Convinced the letter was a practical joke, Lusk placed the box and the kidney in his desk drawer. At a meeting of the committee the next day he showed it to other members. Joseph Aarons, W Harris and two other members called Reeves and Lawton visited Lusk at home to inspect the letter and the kidney. Lusk wanted to throw both away, but he was persuaded to take them to Dr Frederick Wiles, who had a surgery nearby on the Mile End Road.

Wiles was out, so his assistant, F S Reed examined the contents of the box and took the kidney to Dr. Thomas Horrocks Openshaw at the nearby London Hospital. The kidney was handed over to the City Police in whose jurisdiction Catherine Eddowes had been murdered.

Lusk is also mentioned in the 17 September 1888 'Dear Boss' letter, but this letter is regarded by many Ripperologists as being a modern hoax, surreptitiously placed into archived records.
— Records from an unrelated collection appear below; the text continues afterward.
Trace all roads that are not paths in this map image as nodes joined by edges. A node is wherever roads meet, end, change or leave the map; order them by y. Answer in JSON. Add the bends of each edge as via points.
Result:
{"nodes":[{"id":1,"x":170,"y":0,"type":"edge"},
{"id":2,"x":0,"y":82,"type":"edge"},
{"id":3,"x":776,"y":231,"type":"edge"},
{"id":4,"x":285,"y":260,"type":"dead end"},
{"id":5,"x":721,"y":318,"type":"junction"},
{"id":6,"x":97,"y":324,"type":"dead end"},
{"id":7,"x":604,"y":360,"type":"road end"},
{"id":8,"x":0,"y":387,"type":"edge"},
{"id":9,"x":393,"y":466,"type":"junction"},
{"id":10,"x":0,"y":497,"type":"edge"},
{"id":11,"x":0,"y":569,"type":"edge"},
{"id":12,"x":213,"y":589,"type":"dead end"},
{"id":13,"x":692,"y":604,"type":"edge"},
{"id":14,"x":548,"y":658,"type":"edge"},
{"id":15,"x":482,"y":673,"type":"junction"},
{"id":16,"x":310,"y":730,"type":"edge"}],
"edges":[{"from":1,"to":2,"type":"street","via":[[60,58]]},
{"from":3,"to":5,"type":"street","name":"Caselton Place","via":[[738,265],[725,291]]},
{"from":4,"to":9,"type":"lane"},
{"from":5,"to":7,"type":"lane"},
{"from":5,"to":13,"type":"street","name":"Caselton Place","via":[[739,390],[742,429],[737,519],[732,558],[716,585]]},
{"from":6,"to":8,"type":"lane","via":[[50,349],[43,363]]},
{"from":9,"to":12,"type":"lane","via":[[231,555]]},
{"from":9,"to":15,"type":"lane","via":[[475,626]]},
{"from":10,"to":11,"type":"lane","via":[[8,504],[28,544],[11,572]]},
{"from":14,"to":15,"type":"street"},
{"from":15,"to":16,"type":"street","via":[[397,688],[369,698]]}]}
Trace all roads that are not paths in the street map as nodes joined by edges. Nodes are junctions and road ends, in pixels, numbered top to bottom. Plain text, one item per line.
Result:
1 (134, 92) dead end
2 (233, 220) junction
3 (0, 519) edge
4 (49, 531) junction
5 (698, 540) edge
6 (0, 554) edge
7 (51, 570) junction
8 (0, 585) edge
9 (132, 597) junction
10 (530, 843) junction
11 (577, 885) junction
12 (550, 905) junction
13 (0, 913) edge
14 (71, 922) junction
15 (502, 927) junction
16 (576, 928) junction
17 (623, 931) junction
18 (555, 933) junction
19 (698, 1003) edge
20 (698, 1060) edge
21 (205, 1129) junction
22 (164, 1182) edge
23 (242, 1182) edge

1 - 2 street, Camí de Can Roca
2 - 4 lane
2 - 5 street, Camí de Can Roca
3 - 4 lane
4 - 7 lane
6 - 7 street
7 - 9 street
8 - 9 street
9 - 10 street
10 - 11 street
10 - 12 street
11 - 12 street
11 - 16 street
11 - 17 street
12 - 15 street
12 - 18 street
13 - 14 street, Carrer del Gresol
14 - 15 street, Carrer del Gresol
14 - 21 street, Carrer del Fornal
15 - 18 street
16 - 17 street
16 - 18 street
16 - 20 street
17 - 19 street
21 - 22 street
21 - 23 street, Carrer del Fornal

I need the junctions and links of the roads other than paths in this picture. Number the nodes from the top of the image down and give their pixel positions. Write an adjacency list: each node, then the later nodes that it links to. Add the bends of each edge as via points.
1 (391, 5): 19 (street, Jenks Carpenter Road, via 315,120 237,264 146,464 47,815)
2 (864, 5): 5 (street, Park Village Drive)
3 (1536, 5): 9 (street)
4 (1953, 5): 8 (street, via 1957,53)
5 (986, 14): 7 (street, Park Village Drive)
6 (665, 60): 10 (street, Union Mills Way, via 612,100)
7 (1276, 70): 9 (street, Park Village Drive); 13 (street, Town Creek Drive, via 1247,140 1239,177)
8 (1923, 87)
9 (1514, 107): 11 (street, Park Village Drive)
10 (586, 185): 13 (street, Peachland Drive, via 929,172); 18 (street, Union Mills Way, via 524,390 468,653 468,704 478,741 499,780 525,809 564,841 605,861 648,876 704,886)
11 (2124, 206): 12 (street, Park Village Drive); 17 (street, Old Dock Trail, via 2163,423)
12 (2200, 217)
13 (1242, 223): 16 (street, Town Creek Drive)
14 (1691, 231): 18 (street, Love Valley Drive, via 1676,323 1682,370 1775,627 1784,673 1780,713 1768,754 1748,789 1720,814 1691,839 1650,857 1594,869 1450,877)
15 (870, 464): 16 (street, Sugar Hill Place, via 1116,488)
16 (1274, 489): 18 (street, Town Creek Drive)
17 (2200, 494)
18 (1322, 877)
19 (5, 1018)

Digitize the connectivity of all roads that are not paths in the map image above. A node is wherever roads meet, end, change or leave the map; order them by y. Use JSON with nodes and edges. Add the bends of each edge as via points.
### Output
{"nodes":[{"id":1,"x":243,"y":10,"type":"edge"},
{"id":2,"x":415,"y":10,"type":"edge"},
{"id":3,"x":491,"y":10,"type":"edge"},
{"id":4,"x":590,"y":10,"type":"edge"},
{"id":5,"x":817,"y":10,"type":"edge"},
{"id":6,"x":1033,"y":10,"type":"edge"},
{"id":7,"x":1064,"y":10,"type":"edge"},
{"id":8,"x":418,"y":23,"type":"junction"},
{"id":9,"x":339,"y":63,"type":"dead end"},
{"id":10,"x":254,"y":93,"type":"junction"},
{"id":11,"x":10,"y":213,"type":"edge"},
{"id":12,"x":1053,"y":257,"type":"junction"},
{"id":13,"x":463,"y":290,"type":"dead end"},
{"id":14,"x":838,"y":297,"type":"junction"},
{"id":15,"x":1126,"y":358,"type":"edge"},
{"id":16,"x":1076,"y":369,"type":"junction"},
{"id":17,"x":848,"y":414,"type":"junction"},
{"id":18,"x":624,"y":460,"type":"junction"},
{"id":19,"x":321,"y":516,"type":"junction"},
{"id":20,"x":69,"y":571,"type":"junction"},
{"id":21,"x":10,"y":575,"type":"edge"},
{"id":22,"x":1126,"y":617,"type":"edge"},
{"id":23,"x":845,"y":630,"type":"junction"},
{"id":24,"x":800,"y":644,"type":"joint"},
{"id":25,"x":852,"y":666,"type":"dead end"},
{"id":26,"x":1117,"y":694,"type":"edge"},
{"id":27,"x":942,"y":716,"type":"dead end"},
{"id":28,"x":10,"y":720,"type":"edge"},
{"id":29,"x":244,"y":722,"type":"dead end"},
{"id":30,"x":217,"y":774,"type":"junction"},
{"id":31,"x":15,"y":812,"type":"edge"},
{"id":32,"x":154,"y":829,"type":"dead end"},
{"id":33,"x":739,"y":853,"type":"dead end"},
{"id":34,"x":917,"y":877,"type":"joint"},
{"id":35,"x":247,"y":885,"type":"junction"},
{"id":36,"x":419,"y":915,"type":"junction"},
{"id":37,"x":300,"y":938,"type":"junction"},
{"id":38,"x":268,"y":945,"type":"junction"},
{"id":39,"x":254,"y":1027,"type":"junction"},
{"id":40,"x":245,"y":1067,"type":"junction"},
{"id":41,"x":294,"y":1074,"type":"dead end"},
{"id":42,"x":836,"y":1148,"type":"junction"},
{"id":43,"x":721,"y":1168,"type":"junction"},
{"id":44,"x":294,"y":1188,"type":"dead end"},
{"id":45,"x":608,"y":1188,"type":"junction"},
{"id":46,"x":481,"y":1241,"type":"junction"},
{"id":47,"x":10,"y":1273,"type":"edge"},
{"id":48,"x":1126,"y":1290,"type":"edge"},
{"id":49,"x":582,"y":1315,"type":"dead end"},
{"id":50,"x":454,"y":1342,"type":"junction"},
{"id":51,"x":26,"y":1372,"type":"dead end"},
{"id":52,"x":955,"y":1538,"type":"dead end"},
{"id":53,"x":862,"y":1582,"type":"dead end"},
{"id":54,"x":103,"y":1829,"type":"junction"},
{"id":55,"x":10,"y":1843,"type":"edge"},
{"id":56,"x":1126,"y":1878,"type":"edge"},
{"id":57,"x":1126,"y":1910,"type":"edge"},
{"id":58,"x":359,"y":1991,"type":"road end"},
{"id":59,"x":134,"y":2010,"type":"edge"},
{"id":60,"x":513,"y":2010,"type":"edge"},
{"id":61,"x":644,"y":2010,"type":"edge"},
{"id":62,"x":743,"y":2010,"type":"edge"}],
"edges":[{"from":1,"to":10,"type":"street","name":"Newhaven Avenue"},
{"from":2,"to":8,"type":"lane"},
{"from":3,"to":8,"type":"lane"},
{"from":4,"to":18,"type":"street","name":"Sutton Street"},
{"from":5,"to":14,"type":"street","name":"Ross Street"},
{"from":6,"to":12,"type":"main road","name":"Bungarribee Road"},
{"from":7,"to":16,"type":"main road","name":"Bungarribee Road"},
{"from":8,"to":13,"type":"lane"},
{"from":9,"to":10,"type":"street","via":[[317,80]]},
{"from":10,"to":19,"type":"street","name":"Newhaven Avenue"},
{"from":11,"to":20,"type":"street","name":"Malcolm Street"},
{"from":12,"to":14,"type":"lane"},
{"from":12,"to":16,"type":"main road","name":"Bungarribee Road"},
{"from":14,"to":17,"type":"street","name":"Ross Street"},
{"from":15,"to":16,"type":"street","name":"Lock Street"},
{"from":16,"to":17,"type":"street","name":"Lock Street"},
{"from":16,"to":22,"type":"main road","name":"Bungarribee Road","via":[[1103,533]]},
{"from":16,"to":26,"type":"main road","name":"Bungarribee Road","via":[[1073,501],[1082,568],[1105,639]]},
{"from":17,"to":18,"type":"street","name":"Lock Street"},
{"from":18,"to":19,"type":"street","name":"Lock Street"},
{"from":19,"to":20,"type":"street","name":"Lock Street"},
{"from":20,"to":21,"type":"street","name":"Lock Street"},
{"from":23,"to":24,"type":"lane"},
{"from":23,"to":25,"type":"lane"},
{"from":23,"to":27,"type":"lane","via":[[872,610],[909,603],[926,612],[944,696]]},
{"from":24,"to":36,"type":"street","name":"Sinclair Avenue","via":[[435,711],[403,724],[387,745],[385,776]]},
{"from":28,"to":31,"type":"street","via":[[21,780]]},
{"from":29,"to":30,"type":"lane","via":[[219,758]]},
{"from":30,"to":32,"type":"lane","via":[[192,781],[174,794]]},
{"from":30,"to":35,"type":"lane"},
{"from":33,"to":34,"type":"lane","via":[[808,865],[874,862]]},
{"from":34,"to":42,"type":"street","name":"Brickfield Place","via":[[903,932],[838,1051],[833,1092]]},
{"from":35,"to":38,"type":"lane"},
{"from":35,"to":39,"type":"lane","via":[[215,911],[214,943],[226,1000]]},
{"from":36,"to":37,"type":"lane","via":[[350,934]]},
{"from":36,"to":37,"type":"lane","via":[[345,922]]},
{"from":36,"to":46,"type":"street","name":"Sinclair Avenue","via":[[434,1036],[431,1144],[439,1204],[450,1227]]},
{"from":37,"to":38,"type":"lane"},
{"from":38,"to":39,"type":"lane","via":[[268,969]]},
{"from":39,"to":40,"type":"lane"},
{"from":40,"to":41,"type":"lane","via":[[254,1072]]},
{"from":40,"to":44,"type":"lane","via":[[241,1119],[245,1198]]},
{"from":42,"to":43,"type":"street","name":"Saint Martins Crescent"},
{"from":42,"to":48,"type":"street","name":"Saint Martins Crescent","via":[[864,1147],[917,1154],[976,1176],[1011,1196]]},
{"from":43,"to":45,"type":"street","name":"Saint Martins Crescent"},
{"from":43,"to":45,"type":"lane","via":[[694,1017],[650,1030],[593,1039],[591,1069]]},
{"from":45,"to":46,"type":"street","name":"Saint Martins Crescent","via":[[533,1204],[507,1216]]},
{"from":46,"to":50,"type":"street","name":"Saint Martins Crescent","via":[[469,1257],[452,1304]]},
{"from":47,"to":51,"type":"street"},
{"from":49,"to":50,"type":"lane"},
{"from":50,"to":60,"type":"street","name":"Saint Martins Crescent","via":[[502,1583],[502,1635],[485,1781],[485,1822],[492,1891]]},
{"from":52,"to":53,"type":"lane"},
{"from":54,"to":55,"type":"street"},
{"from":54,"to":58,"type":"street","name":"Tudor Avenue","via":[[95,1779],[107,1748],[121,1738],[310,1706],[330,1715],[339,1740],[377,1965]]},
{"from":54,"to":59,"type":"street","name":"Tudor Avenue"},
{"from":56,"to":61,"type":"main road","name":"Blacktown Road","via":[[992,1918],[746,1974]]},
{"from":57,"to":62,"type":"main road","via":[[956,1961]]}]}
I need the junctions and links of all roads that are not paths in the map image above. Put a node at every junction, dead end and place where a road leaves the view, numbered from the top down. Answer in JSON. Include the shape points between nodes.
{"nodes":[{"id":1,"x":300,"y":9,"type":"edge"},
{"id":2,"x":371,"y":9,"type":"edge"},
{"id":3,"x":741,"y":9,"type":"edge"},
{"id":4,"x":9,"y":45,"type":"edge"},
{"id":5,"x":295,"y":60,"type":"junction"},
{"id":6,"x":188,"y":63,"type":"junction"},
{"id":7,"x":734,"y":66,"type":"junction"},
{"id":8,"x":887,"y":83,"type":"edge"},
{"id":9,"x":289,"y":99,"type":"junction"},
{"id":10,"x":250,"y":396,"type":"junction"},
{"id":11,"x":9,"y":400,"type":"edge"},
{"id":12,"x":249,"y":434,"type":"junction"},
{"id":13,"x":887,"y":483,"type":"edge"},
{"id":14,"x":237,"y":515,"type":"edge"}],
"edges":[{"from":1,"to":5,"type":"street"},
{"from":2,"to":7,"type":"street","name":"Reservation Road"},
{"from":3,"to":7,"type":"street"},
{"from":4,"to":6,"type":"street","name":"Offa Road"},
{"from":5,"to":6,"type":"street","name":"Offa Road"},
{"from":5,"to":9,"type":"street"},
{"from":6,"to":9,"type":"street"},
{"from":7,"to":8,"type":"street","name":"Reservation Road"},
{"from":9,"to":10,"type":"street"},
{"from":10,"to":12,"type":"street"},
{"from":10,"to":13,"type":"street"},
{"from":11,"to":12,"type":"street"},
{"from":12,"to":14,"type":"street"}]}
==Film and television portrayals==
- In the 1988 made for TV film Jack the Ripper, starring Michael Caine, Lusk was played by Michael Gothard. In the film, Lusk is portrayed as a violent Marxist and power-hungry politician, though in real life he was known for his peaceful nature.
- In the 2001 film From Hell, starring Johnny Depp, Lusk was played by Vincent Franklin.
- In BBC One's Ripper Street (2013) he was played by Michael Smiley, who reconvenes the Vigilance Committee, in spite of its official disbandment, to persecute a young boy suspected of a violent murder.